> [What the exercise asks]:
Transcribe every entry word for word, but drop the pictures.

> [Material supplied]:
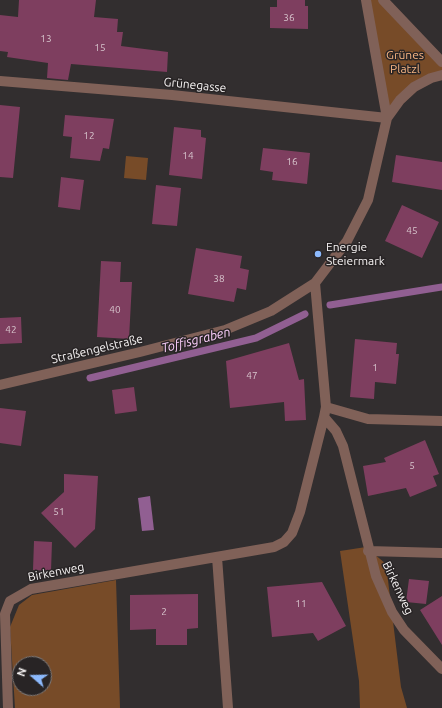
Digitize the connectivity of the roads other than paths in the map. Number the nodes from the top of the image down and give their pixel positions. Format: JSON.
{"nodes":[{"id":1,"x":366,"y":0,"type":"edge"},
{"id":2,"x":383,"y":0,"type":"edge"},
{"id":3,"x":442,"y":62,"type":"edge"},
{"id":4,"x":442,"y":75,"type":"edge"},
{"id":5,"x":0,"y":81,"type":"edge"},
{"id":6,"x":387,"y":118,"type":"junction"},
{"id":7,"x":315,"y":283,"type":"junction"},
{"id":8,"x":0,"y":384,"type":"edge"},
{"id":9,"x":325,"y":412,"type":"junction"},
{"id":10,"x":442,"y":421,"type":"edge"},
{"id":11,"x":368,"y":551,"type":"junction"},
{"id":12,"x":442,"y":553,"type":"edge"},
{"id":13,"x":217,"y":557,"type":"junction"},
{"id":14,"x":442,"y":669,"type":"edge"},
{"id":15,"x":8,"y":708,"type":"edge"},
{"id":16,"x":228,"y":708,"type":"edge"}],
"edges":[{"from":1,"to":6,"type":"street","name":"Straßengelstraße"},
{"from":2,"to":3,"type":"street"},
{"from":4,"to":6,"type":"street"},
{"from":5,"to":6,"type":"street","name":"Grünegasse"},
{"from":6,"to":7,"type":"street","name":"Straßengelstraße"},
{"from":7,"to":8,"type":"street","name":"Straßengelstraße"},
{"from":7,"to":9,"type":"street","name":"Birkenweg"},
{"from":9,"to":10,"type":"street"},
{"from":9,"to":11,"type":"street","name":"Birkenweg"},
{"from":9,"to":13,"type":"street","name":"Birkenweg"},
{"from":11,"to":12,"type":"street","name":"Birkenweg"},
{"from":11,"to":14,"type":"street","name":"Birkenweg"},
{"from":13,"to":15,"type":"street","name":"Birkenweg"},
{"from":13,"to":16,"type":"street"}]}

> [Task answer]:
Digitize the connectivity of the roads other than paths in the map. Number the nodes from the top of the image down and give their pixel positions. Format: JSON.
{"nodes":[{"id":1,"x":366,"y":0,"type":"edge"},
{"id":2,"x":383,"y":0,"type":"edge"},
{"id":3,"x":442,"y":62,"type":"edge"},
{"id":4,"x":442,"y":75,"type":"edge"},
{"id":5,"x":0,"y":81,"type":"edge"},
{"id":6,"x":387,"y":118,"type":"junction"},
{"id":7,"x":315,"y":283,"type":"junction"},
{"id":8,"x":0,"y":384,"type":"edge"},
{"id":9,"x":325,"y":412,"type":"junction"},
{"id":10,"x":442,"y":421,"type":"edge"},
{"id":11,"x":368,"y":551,"type":"junction"},
{"id":12,"x":442,"y":553,"type":"edge"},
{"id":13,"x":217,"y":557,"type":"junction"},
{"id":14,"x":442,"y":669,"type":"edge"},
{"id":15,"x":8,"y":708,"type":"edge"},
{"id":16,"x":228,"y":708,"type":"edge"}],
"edges":[{"from":1,"to":6,"type":"street","name":"Straßengelstraße"},
{"from":2,"to":3,"type":"street"},
{"from":4,"to":6,"type":"street"},
{"from":5,"to":6,"type":"street","name":"Grünegasse"},
{"from":6,"to":7,"type":"street","name":"Straßengelstraße"},
{"from":7,"to":8,"type":"street","name":"Straßengelstraße"},
{"from":7,"to":9,"type":"street","name":"Birkenweg"},
{"from":9,"to":10,"type":"street"},
{"from":9,"to":11,"type":"street","name":"Birkenweg"},
{"from":9,"to":13,"type":"street","name":"Birkenweg"},
{"from":11,"to":12,"type":"street","name":"Birkenweg"},
{"from":11,"to":14,"type":"street","name":"Birkenweg"},
{"from":13,"to":15,"type":"street","name":"Birkenweg"},
{"from":13,"to":16,"type":"street"}]}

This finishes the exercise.